Hôpitaux sous tension en Ille-et-Vilaine : pas d’économies sur notre santé !

Hopital-public-en-crise-amputer

 

Mardi 7 mars les professionnels de santé ont manifesté à Rennes contre la dégradation des services de santé (hôpitaux, Ehpad, secteur de prise en charge du handicap, PMI). Les professionnels de santé de l’hôpital de Fougères ont également fait grève et défilé devant leur établissement. À Vitré, le 16 mars, les infirmiers-anesthésistes se sont mobilisent afin de demander une revalorisation de leur salaire car même avec un diplôme Bac +5  ils touchent un salaire de 500 à 600 euros inférieur à celui d’autres professions médicales de même niveau.
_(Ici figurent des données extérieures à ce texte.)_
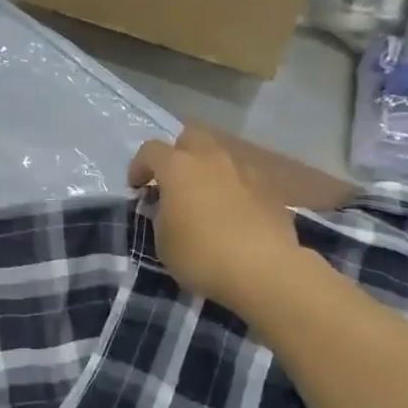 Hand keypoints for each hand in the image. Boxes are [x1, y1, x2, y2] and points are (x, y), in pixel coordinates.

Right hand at [128, 130, 302, 315]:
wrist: (264, 270)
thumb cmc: (202, 256)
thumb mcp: (164, 242)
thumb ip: (161, 216)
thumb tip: (167, 206)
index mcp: (178, 167)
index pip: (151, 150)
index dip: (139, 166)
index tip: (137, 187)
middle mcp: (211, 159)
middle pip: (191, 137)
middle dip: (179, 154)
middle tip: (175, 181)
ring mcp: (244, 171)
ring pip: (221, 157)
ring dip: (209, 171)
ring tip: (207, 199)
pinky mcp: (270, 189)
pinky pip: (244, 179)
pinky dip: (234, 189)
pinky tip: (235, 215) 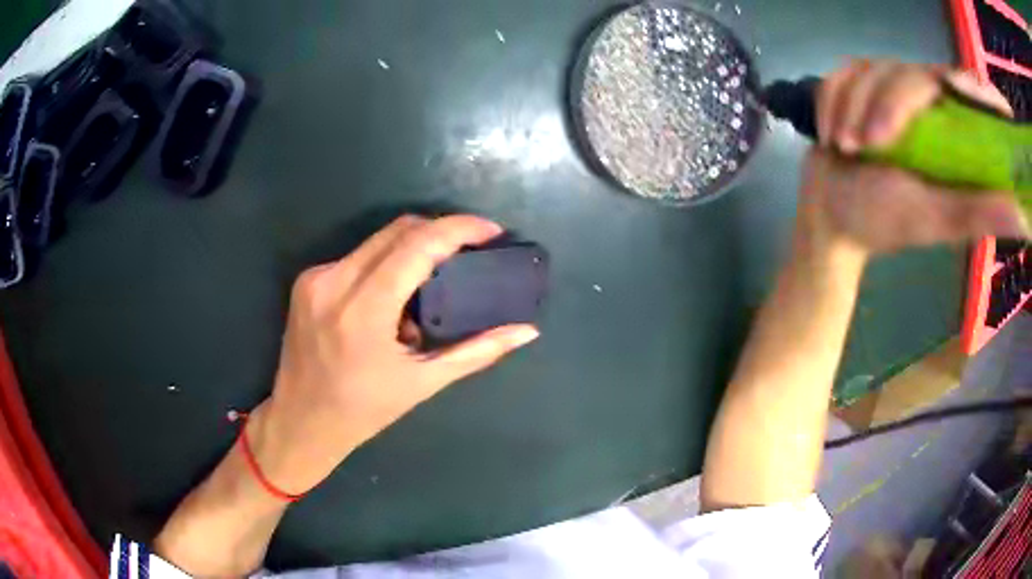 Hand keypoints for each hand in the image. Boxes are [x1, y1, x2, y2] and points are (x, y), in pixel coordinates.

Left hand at [248, 215, 538, 494]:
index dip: (459, 229)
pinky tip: (395, 297)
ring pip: (378, 240)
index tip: (491, 231)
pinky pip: (358, 256)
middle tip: (470, 252)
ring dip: (412, 250)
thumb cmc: (363, 411)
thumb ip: (477, 351)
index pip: (417, 246)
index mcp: (362, 311)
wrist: (300, 422)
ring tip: (433, 283)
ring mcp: (315, 278)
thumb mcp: (423, 383)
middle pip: (398, 231)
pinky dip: (385, 265)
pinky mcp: (307, 280)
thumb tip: (527, 331)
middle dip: (440, 233)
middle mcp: (333, 282)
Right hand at [801, 60, 1028, 253]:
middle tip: (866, 146)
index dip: (969, 87)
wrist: (828, 214)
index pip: (966, 88)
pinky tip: (831, 132)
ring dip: (850, 105)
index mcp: (954, 135)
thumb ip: (977, 211)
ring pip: (872, 68)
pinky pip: (843, 70)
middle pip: (910, 72)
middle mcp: (928, 106)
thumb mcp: (935, 220)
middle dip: (882, 104)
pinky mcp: (859, 87)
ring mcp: (891, 93)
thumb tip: (1024, 220)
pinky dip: (831, 98)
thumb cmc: (881, 222)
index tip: (951, 98)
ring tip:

Partout, la situation dans les hôpitaux est critique, au bord de la rupture. Pour l’hôpital public  le gouvernement de M. Hollande prévoit 3 milliards d’économie sur 3 ans d’ici fin 2017 et la suppression de 22 000 emplois. Les outils de casse sont en place. La tarification à l’activité (T2A) rémunère l’hôpital sur la base d’une  typologie complexe (2688 types possibles) des pathologies et de leur prise en charge. Elle rend l’hôpital vulnérable et le contraint à entamer une course à l’activité, à la codification, à la facturation. Les tarifs sont fixés nationalement et ne suivent absolument pas la progression de l’activité constatée dans les hôpitaux.  Il s’agit d’une véritable prise en tenailles. Les professionnels en souffrent. La mise en tension de l’hôpital pour plus d’activité à moyens constants, la réduction à tout prix de  la durée de séjour des patients, la fixation d’objectifs non réalistes, induisent un véritable mal être des soignants. Les professionnels de santé sont attachés à leur métier, à ce qu’ils peuvent apporter aux patients. Il faut pour cela du temps. Les conditions d’exercice de la fonction de  soins à l’hôpital  le permettent de moins en moins. Il faut rompre avec cette logique délétère de l’hôpital/entreprise.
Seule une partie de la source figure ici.